The CNO fusion simulator shows the binary fusion processes of the CNO cycles. The simulator gives insight into two important questions: At what rate does nuclear fusion occur in the CNO cycle, and what is the equilibrium density of nitrogen-14 relative to carbon-12 and oxygen-16?
The CNO reactions form a pair of coupled cycles. The first cycle, generally referred to as CNO 1, transmutes carbon-12 through the sequence C12→C13→N14→N15→C12; the second cycle, CNO 2, transmutes nitrogen-15 through the sequence N14→N15→O16→O17→N14. The two cycles are joined by the nitrogen-15 stage.

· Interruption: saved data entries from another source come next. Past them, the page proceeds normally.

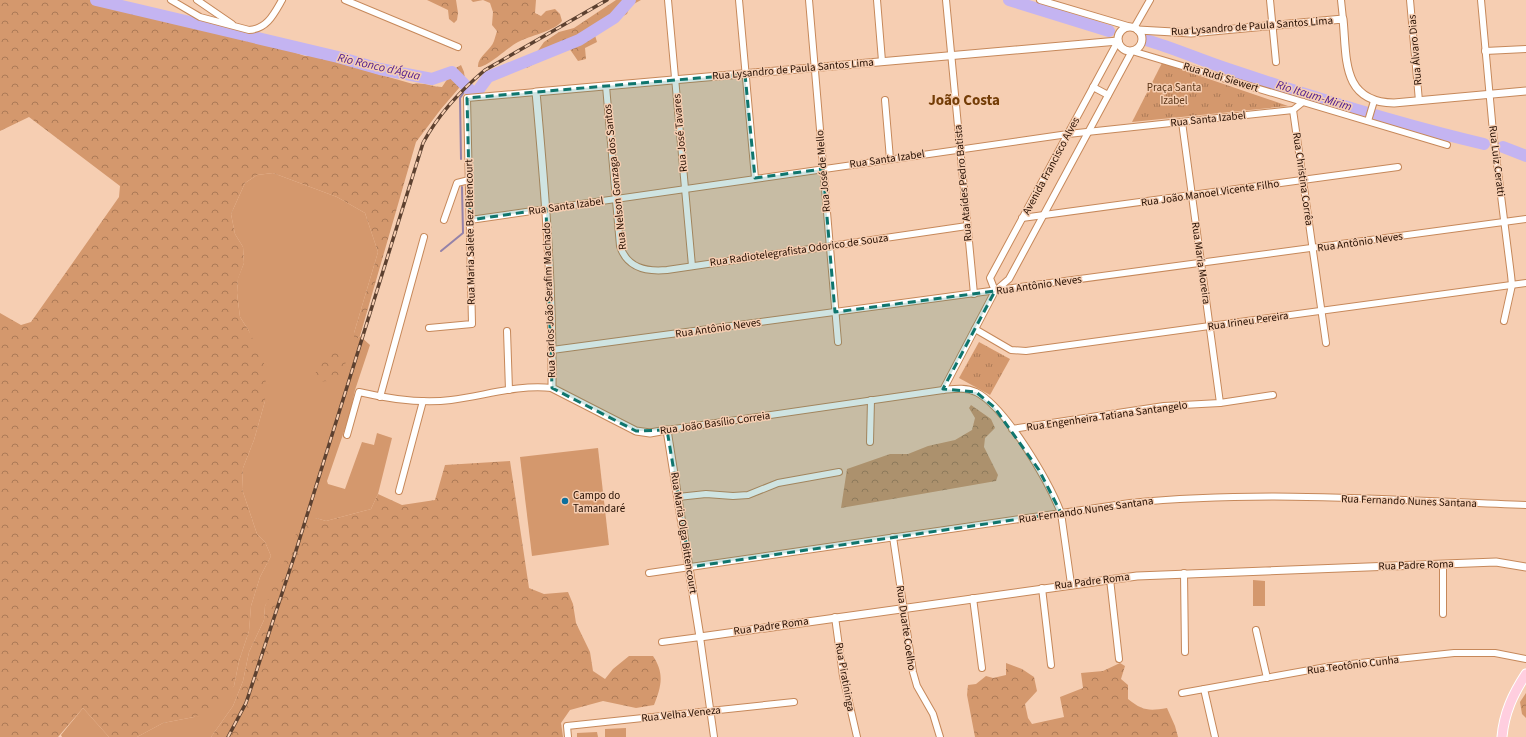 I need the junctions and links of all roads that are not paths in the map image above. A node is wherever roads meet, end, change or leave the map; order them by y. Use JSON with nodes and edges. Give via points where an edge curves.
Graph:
{"nodes":[{"id":1,"x":171,"y":0,"type":"edge"},
{"id":2,"x":197,"y":0,"type":"edge"},
{"id":3,"x":282,"y":0,"type":"edge"},
{"id":4,"x":345,"y":0,"type":"edge"},
{"id":5,"x":668,"y":0,"type":"edge"},
{"id":6,"x":738,"y":0,"type":"edge"},
{"id":7,"x":809,"y":0,"type":"edge"},
{"id":8,"x":877,"y":0,"type":"edge"},
{"id":9,"x":946,"y":0,"type":"edge"},
{"id":10,"x":1040,"y":0,"type":"edge"},
{"id":11,"x":1150,"y":0,"type":"edge"},
{"id":12,"x":1270,"y":0,"type":"edge"},
{"id":13,"x":1341,"y":0,"type":"edge"},
{"id":14,"x":1410,"y":0,"type":"edge"},
{"id":15,"x":1481,"y":0,"type":"edge"},
{"id":16,"x":1343,"y":19,"type":"junction"},
{"id":17,"x":1272,"y":25,"type":"junction"},
{"id":18,"x":237,"y":27,"type":"junction"},
{"id":19,"x":1134,"y":28,"type":"junction"},
{"id":20,"x":1118,"y":41,"type":"junction"},
{"id":21,"x":458,"y":47,"type":"dead end"},
{"id":22,"x":1526,"y":49,"type":"edge"},
{"id":23,"x":1132,"y":51,"type":"junction"},
{"id":24,"x":1485,"y":52,"type":"junction"},
{"id":25,"x":951,"y":55,"type":"junction"},
{"id":26,"x":882,"y":61,"type":"junction"},
{"id":27,"x":1276,"y":62,"type":"dead end"},
{"id":28,"x":814,"y":67,"type":"junction"},
{"id":29,"x":744,"y":74,"type":"junction"},
{"id":30,"x":675,"y":80,"type":"junction"},
{"id":31,"x":606,"y":86,"type":"junction"},
{"id":32,"x":1093,"y":87,"type":"junction"},
{"id":33,"x":1526,"y":91,"type":"edge"},
{"id":34,"x":536,"y":92,"type":"junction"},
{"id":35,"x":1489,"y":94,"type":"junction"},
{"id":36,"x":1108,"y":95,"type":"junction"},
{"id":37,"x":467,"y":98,"type":"joint"},
{"id":38,"x":885,"y":100,"type":"dead end"},
{"id":39,"x":1374,"y":101,"type":"junction"},
{"id":40,"x":1419,"y":101,"type":"junction"},
{"id":41,"x":1303,"y":102,"type":"junction"},
{"id":42,"x":1293,"y":110,"type":"junction"},
{"id":43,"x":1368,"y":121,"type":"junction"},
{"id":44,"x":1182,"y":122,"type":"junction"},
{"id":45,"x":1089,"y":131,"type":"junction"},
{"id":46,"x":1068,"y":134,"type":"junction"},
{"id":47,"x":1447,"y":145,"type":"dead end"},
{"id":48,"x":960,"y":149,"type":"junction"},
{"id":49,"x":890,"y":159,"type":"junction"},
{"id":50,"x":1398,"y":167,"type":"dead end"},
{"id":51,"x":822,"y":169,"type":"junction"},
{"id":52,"x":755,"y":178,"type":"junction"},
{"id":53,"x":469,"y":180,"type":"junction"},
{"id":54,"x":1303,"y":180,"type":"junction"},
{"id":55,"x":685,"y":189,"type":"junction"},
{"id":56,"x":1192,"y":195,"type":"junction"},
{"id":57,"x":616,"y":198,"type":"junction"},
{"id":58,"x":546,"y":209,"type":"junction"},
{"id":59,"x":1044,"y":215,"type":"junction"},
{"id":60,"x":1022,"y":218,"type":"junction"},
{"id":61,"x":444,"y":220,"type":"dead end"},
{"id":62,"x":470,"y":220,"type":"junction"},
{"id":63,"x":1526,"y":220,"type":"edge"},
{"id":64,"x":1505,"y":222,"type":"junction"},
{"id":65,"x":967,"y":226,"type":"junction"},
{"id":66,"x":424,"y":237,"type":"dead end"},
{"id":67,"x":829,"y":245,"type":"junction"},
{"id":68,"x":1312,"y":248,"type":"junction"},
{"id":69,"x":1201,"y":263,"type":"junction"},
{"id":70,"x":631,"y":264,"type":"joint"},
{"id":71,"x":692,"y":266,"type":"junction"},
{"id":72,"x":1526,"y":283,"type":"edge"},
{"id":73,"x":1512,"y":285,"type":"junction"},
{"id":74,"x":995,"y":291,"type":"junction"},
{"id":75,"x":974,"y":294,"type":"junction"},
{"id":76,"x":1322,"y":311,"type":"junction"},
{"id":77,"x":835,"y":312,"type":"junction"},
{"id":78,"x":1504,"y":321,"type":"dead end"},
{"id":79,"x":1209,"y":326,"type":"junction"},
{"id":80,"x":429,"y":328,"type":"dead end"},
{"id":81,"x":975,"y":329,"type":"junction"},
{"id":82,"x":507,"y":331,"type":"dead end"},
{"id":83,"x":838,"y":342,"type":"dead end"},
{"id":84,"x":1326,"y":343,"type":"dead end"},
{"id":85,"x":552,"y":350,"type":"junction"},
{"id":86,"x":552,"y":388,"type":"junction"},
{"id":87,"x":509,"y":390,"type":"junction"},
{"id":88,"x":943,"y":390,"type":"junction"},
{"id":89,"x":1273,"y":395,"type":"dead end"},
{"id":90,"x":380,"y":397,"type":"junction"},
{"id":91,"x":871,"y":400,"type":"junction"},
{"id":92,"x":423,"y":401,"type":"junction"},
{"id":93,"x":1220,"y":403,"type":"junction"},
{"id":94,"x":1012,"y":429,"type":"junction"},
{"id":95,"x":667,"y":430,"type":"junction"},
{"id":96,"x":347,"y":435,"type":"dead end"},
{"id":97,"x":870,"y":442,"type":"dead end"},
{"id":98,"x":838,"y":472,"type":"dead end"},
{"id":99,"x":400,"y":491,"type":"dead end"},
{"id":100,"x":678,"y":497,"type":"junction"},
{"id":101,"x":1526,"y":505,"type":"edge"},
{"id":102,"x":1061,"y":513,"type":"junction"},
{"id":103,"x":893,"y":537,"type":"junction"},
{"id":104,"x":1443,"y":565,"type":"junction"},
{"id":105,"x":690,"y":567,"type":"junction"},
{"id":106,"x":1526,"y":567,"type":"edge"},
{"id":107,"x":649,"y":573,"type":"dead end"},
{"id":108,"x":1184,"y":573,"type":"junction"},
{"id":109,"x":1110,"y":579,"type":"junction"},
{"id":110,"x":1071,"y":584,"type":"junction"},
{"id":111,"x":1042,"y":588,"type":"junction"},
{"id":112,"x":974,"y":598,"type":"junction"},
{"id":113,"x":903,"y":608,"type":"junction"},
{"id":114,"x":1443,"y":614,"type":"dead end"},
{"id":115,"x":835,"y":617,"type":"junction"},
{"id":116,"x":1256,"y":630,"type":"dead end"},
{"id":117,"x":700,"y":636,"type":"junction"},
{"id":118,"x":662,"y":642,"type":"dead end"},
{"id":119,"x":1185,"y":652,"type":"dead end"},
{"id":120,"x":1119,"y":659,"type":"dead end"},
{"id":121,"x":1526,"y":659,"type":"edge"},
{"id":122,"x":1051,"y":665,"type":"dead end"},
{"id":123,"x":982,"y":668,"type":"dead end"},
{"id":124,"x":1526,"y":674,"type":"edge"},
{"id":125,"x":1267,"y":678,"type":"junction"},
{"id":126,"x":1204,"y":689,"type":"junction"},
{"id":127,"x":1182,"y":693,"type":"dead end"},
{"id":128,"x":794,"y":702,"type":"dead end"},
{"id":129,"x":710,"y":711,"type":"junction"},
{"id":130,"x":568,"y":737,"type":"edge"},
{"id":131,"x":714,"y":737,"type":"edge"},
{"id":132,"x":857,"y":737,"type":"edge"},
{"id":133,"x":940,"y":737,"type":"edge"},
{"id":134,"x":1215,"y":737,"type":"edge"},
{"id":135,"x":1502,"y":737,"type":"edge"}],
"edges":[{"from":1,"to":18,"type":"street","via":[[195,15]]},
{"from":2,"to":18,"type":"street"},
{"from":3,"to":18,"type":"street","via":[[269,22],[263,26],[249,30]]},
{"from":4,"to":21,"type":"street"},
{"from":5,"to":30,"type":"street","name":"Rua José Tavares"},
{"from":6,"to":29,"type":"street"},
{"from":7,"to":28,"type":"street","name":"Rua José de Mello"},
{"from":8,"to":26,"type":"street"},
{"from":9,"to":25,"type":"street","name":"Rua Ataídes Pedro Batista"},
{"from":10,"to":19,"type":"street"},
{"from":11,"to":19,"type":"street"},
{"from":12,"to":17,"type":"street"},
{"from":13,"to":16,"type":"street"},
{"from":14,"to":40,"type":"street","name":"Rua Álvaro Dias"},
{"from":15,"to":24,"type":"street","name":"Rua Luiz Ceratti"},
{"from":16,"to":17,"type":"street","name":"Rua Lysandro de Paula Santos Lima"},
{"from":16,"to":39,"type":"street","via":[[1352,82],[1362,94]]},
{"from":17,"to":19,"type":"street","name":"Rua Lysandro de Paula Santos Lima","via":[[1177,33]]},
{"from":17,"to":27,"type":"street"},
{"from":19,"to":20,"type":"street","via":[[1121,31]]},
{"from":19,"to":23,"type":"street","via":[[1142,40],[1139,47]]},
{"from":20,"to":23,"type":"street","via":[[1125,50]]},
{"from":20,"to":25,"type":"street","name":"Rua Lysandro de Paula Santos Lima"},
{"from":20,"to":32,"type":"street","name":"Avenida Francisco Alves"},
{"from":22,"to":24,"type":"street"},
{"from":23,"to":36,"type":"street","name":"Avenida Francisco Alves"},
{"from":23,"to":41,"type":"street","name":"Rua Rudi Siewert"},
{"from":24,"to":35,"type":"street","name":"Rua Luiz Ceratti"},
{"from":25,"to":26,"type":"street","name":"Rua Lysandro de Paula Santos Lima"},
{"from":25,"to":48,"type":"street","name":"Rua Ataídes Pedro Batista"},
{"from":26,"to":28,"type":"street","name":"Rua Lysandro de Paula Santos Lima"},
{"from":28,"to":29,"type":"street","name":"Rua Lysandro de Paula Santos Lima"},
{"from":28,"to":51,"type":"street","name":"Rua José de Mello"},
{"from":29,"to":30,"type":"street","name":"Rua Lysandro de Paula Santos Lima"},
{"from":29,"to":52,"type":"street"},
{"from":30,"to":31,"type":"street","name":"Rua Lysandro de Paula Santos Lima"},
{"from":30,"to":55,"type":"street","name":"Rua José Tavares"},
{"from":31,"to":34,"type":"street","name":"Rua Lysandro de Paula Santos Lima"},
{"from":31,"to":57,"type":"street","name":"Rua Nelson Gonzaga dos Santos"},
{"from":32,"to":36,"type":"street"},
{"from":32,"to":46,"type":"street","name":"Avenida Francisco Alves"},
{"from":33,"to":35,"type":"street"},
{"from":34,"to":37,"type":"street","name":"Rua Lysandro de Paula Santos Lima"},
{"from":34,"to":58,"type":"street","name":"Rua Carlos João Serafim Machado"},
{"from":35,"to":40,"type":"street"},
{"from":35,"to":64,"type":"street","name":"Rua Luiz Ceratti"},
{"from":36,"to":45,"type":"street","name":"Avenida Francisco Alves"},
{"from":37,"to":53,"type":"street","name":"Rua Maria Salete Bez Bitencourt"},
{"from":38,"to":49,"type":"street"},
{"from":39,"to":40,"type":"street"},
{"from":39,"to":43,"type":"street"},
{"from":41,"to":42,"type":"street"},
{"from":41,"to":43,"type":"street","name":"Rua Rudi Siewert"},
{"from":42,"to":44,"type":"street","name":"Rua Santa Izabel"},
{"from":42,"to":54,"type":"street","name":"Rua Christina Corrêa"},
{"from":43,"to":47,"type":"street","name":"Rua Rudi Siewert"},
{"from":44,"to":45,"type":"street","name":"Rua Santa Izabel"},
{"from":44,"to":56,"type":"street","name":"Rua Maria Moreira"},
{"from":45,"to":46,"type":"street","name":"Rua Santa Izabel"},
{"from":45,"to":59,"type":"street","name":"Avenida Francisco Alves"},
{"from":46,"to":48,"type":"street","name":"Rua Santa Izabel"},
{"from":46,"to":60,"type":"street","name":"Avenida Francisco Alves"},
{"from":48,"to":49,"type":"street","name":"Rua Santa Izabel"},
{"from":48,"to":65,"type":"street","name":"Rua Ataídes Pedro Batista"},
{"from":49,"to":51,"type":"street","name":"Rua Santa Izabel"},
{"from":50,"to":54,"type":"street","name":"Rua João Manoel Vicente Filho"},
{"from":51,"to":52,"type":"street","name":"Rua Santa Izabel"},
{"from":51,"to":67,"type":"street","name":"Rua José de Mello"},
{"from":52,"to":55,"type":"street","name":"Rua Santa Izabel"},
{"from":53,"to":61,"type":"street","via":[[457,183]]},
{"from":53,"to":62,"type":"street","name":"Rua Maria Salete Bez Bitencourt"},
{"from":54,"to":56,"type":"street","name":"Rua João Manoel Vicente Filho"},
{"from":54,"to":68,"type":"street","name":"Rua Christina Corrêa"},
{"from":55,"to":57,"type":"street","name":"Rua Santa Izabel"},
{"from":55,"to":71,"type":"street","name":"Rua José Tavares"},
{"from":56,"to":59,"type":"street","name":"Rua João Manoel Vicente Filho"},
{"from":56,"to":69,"type":"street","name":"Rua Maria Moreira"},
{"from":57,"to":58,"type":"street","name":"Rua Santa Izabel"},
{"from":57,"to":70,"type":"street","name":"Rua Nelson Gonzaga dos Santos","via":[[620,246]]},
{"from":58,"to":62,"type":"street","name":"Rua Santa Izabel"},
{"from":58,"to":85,"type":"street","name":"Rua Carlos João Serafim Machado"},
{"from":59,"to":60,"type":"street","name":"Rua João Manoel Vicente Filho"},
{"from":59,"to":74,"type":"street","name":"Avenida Francisco Alves","via":[[1009,280]]},
{"from":60,"to":74,"type":"street","name":"Avenida Francisco Alves","via":[[990,278]]},
{"from":62,"to":80,"type":"street","name":"Rua Maria Salete Bez Bitencourt","via":[[472,324]]},
{"from":63,"to":64,"type":"street","name":"Rua Antônio Neves"},
{"from":64,"to":68,"type":"street","name":"Rua Antônio Neves"},
{"from":64,"to":73,"type":"street","name":"Rua Luiz Ceratti"},
{"from":65,"to":67,"type":"street","name":"Rua Radiotelegrafista Odorico de Souza"},
{"from":65,"to":75,"type":"street","name":"Rua Ataídes Pedro Batista"},
{"from":66,"to":90,"type":"street"},
{"from":67,"to":71,"type":"street","name":"Rua Radiotelegrafista Odorico de Souza"},
{"from":67,"to":77,"type":"street","name":"Rua José de Mello"},
{"from":68,"to":69,"type":"street","name":"Rua Antônio Neves"},
{"from":68,"to":76,"type":"street","name":"Rua Christina Corrêa"},
{"from":69,"to":74,"type":"street","name":"Rua Antônio Neves"},
{"from":69,"to":79,"type":"street","name":"Rua Maria Moreira"},
{"from":70,"to":71,"type":"street","name":"Rua Radiotelegrafista Odorico de Souza","via":[[644,270],[658,271]]},
{"from":72,"to":73,"type":"street","name":"Rua Irineu Pereira"},
{"from":73,"to":76,"type":"street","name":"Rua Irineu Pereira"},
{"from":73,"to":78,"type":"street","name":"Rua Luiz Ceratti"},
{"from":74,"to":75,"type":"street","name":"Rua Antônio Neves"},
{"from":74,"to":81,"type":"street","name":"Avenida Francisco Alves"},
{"from":75,"to":77,"type":"street","name":"Rua Antônio Neves"},
{"from":76,"to":79,"type":"street","name":"Rua Irineu Pereira"},
{"from":76,"to":84,"type":"street","name":"Rua Christina Corrêa"},
{"from":77,"to":83,"type":"street","name":"Rua José de Mello"},
{"from":77,"to":85,"type":"street","name":"Rua Antônio Neves"},
{"from":79,"to":81,"type":"street","name":"Rua Irineu Pereira","via":[[1017,352]]},
{"from":79,"to":93,"type":"street","name":"Rua Maria Moreira"},
{"from":81,"to":88,"type":"street","name":"Avenida Francisco Alves"},
{"from":82,"to":87,"type":"street"},
{"from":85,"to":86,"type":"street","name":"Rua Carlos João Serafim Machado"},
{"from":86,"to":87,"type":"street","name":"Rua João Basílio Correia"},
{"from":86,"to":95,"type":"street","name":"Rua João Basílio Correia","via":[[628,428],[643,432]]},
{"from":87,"to":92,"type":"street","name":"Rua João Basílio Correia","via":[[450,400]]},
{"from":88,"to":91,"type":"street","name":"Rua João Basílio Correia"},
{"from":88,"to":94,"type":"street","name":"Rua João Basílio Correia","via":[[963,389],[976,392],[994,407]]},
{"from":89,"to":93,"type":"street","name":"Rua Engenheira Tatiana Santangelo"},
{"from":90,"to":92,"type":"street","name":"Rua João Basílio Correia"},
{"from":90,"to":96,"type":"street","name":"Rua João Basílio Correia","via":[[359,392]]},
{"from":91,"to":95,"type":"street","name":"Rua João Basílio Correia"},
{"from":91,"to":97,"type":"street"},
{"from":92,"to":99,"type":"street"},
{"from":93,"to":94,"type":"street","name":"Rua Engenheira Tatiana Santangelo","via":[[1164,406]]},
{"from":94,"to":102,"type":"street","name":"Rua João Basílio Correia","via":[[1040,470]]},
{"from":95,"to":100,"type":"street","name":"Rua Maria Olga Bittencourt"},
{"from":98,"to":100,"type":"street","via":[[778,483],[748,495],[706,494]]},
{"from":100,"to":105,"type":"street","name":"Rua Maria Olga Bittencourt"},
{"from":101,"to":102,"type":"street","name":"Rua Fernando Nunes Santana","via":[[1243,496],[1168,500]]},
{"from":102,"to":103,"type":"street","name":"Rua Fernando Nunes Santana"},
{"from":102,"to":110,"type":"street","name":"Rua João Basílio Correia"},
{"from":103,"to":105,"type":"street","name":"Rua Fernando Nunes Santana"},
{"from":103,"to":113,"type":"street","name":"Rua Duarte Coelho"},
{"from":104,"to":106,"type":"street","name":"Rua Padre Roma","via":[[1496,562]]},
{"from":104,"to":108,"type":"street","name":"Rua Padre Roma"},
{"from":104,"to":114,"type":"street"},
{"from":105,"to":107,"type":"street","name":"Rua Fernando Nunes Santana"},
{"from":105,"to":117,"type":"street","name":"Rua Maria Olga Bittencourt"},
{"from":108,"to":109,"type":"street","name":"Rua Padre Roma"},
{"from":108,"to":119,"type":"street"},
{"from":109,"to":110,"type":"street","name":"Rua Padre Roma"},
{"from":109,"to":120,"type":"street"},
{"from":110,"to":111,"type":"street","name":"Rua Padre Roma"},
{"from":111,"to":112,"type":"street","name":"Rua Padre Roma"},
{"from":111,"to":122,"type":"street"},
{"from":112,"to":113,"type":"street","name":"Rua Padre Roma"},
{"from":112,"to":123,"type":"street"},
{"from":113,"to":115,"type":"street","name":"Rua Padre Roma"},
{"from":113,"to":133,"type":"street","name":"Rua Duarte Coelho","via":[[914,679],[933,714]]},
{"from":115,"to":117,"type":"street","name":"Rua Padre Roma"},
{"from":115,"to":132,"type":"street","name":"Rua Piratininga","via":[[843,676]]},
{"from":116,"to":125,"type":"street"},
{"from":117,"to":118,"type":"street","name":"Rua Padre Roma"},
{"from":117,"to":129,"type":"street"},
{"from":121,"to":125,"type":"street","name":"Rua Teotônio Cunha","via":[[1495,653],[1470,652],[1345,664]]},
{"from":124,"to":135,"type":"main road","via":[[1507,708]]},
{"from":125,"to":126,"type":"street","name":"Rua Teotônio Cunha"},
{"from":126,"to":127,"type":"street","name":"Rua Teotônio Cunha"},
{"from":126,"to":134,"type":"street"},
{"from":128,"to":129,"type":"street","name":"Rua Velha Veneza"},
{"from":129,"to":130,"type":"street","name":"Rua Velha Veneza","via":[[567,726]]},
{"from":129,"to":131,"type":"street"}]}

The simulator follows the nuclear fusion of hydrogen into helium-4 in a gas composed of hydrogen, helium, and isotopes of carbon, nitrogen, and oxygen under the condition that both the temperature and the nucleon density of the gas are constant. The only fusion processes occurring in this simulation are those of the CNO cycles. The simulator calculates the gas composition, the total power, the power in neutrinos, and the relative contribution of the CNO 1 and CNO 2 cycles in producing helium-4 as functions of time. These results are displayed in three plots. The “Composition” plot gives the nucleon fraction for all isotopes. The “Power” plot gives the total power generated in the fusion cycles and the power carried away by neutrinos. The “Processes” plot gives the relative contribution of the CNO 1 and CNO 2 processes to the production of helium-4.
Notes on the results found with the simulator are collected on a second page. This is so that the reader can pull this results page into a second window or tabbed pane (for those using FireFox). The link pulls the new page into the current window unless it is explicitly sent to a new window by the reader. Go to notes on simulator results.
While there are eight isotopes followed in the simulation, only five can have their initial contribution to the composition of the gas set by the reader: hydrogen, helium-4, carbon-12, nitrogen-14, and oxygen-16; the remaining elements each initially constitute 10-7 of the nucleon density of the gas.
The nucleon density is defined to be the total number of protons and neutrons per unit volume. For instance, the contribution of helium-4 to the nucleon density is 4 times the number of helium nuclei per unit volume. Nucleon density is used because the number of nucleons in conserved in a fusion reaction. The total nucleon density is fixed at one g-mole (an Avogadro's number of 6.022169×1023 nucleons) per cubic centimeter.
The initial composition is expressed as nucleon parts, meaning a ratio relative to the other nucleons. For instance, in the table of initial composition, hydrogen and helium nucleon parts of 0.8 and 0.2 means that for every 8 nucleons that are in hydrogen nuclei, there are 2 that are in helium nuclei.
The temperature is given in units of millions of degrees Kelvin, and can be set from 5 million degrees to 50 million degrees.
The simulator comes up unexecuted and with a set of default values for the temperature and the nucleon parts. The temperature of the gas can be set by the reader with the slider. The nucleon parts can be changed by the reader by double-clicking with the mouse in the relevant table box. The nucleon part value must be between 1 and 10-7. The table does not accept exponential notation at this time; this shortcoming will be repaired in a future release.
The simulation is executed by pressing the “Burn” button. Once executed, this button is disabled until new initial values are given.
If the reader changes any parameters from their initial values, the “Reset” button is enabled. This button sets values back to their default values. The default value for the temperature is 25 million degrees Kelvin.
The three radio buttons to the left of the simulator allow the reader to choose among the three plots that give results of the simulation. The “Composition” plot gives the nucleon fraction; the sum over all eight isotopes of their nucleon fraction values equals 1. The “Power” plot shows the total power released in the nuclear reactions and the power carried by neutrinos. The “Processes” plot shows the relative contribution to the creation of helium-4 of the CNO 1 and CNO 2 cycles; the sum of these values is normalized to 1.
The keyboard navigation of the simulator's controls is described in the Applet Usage Guide.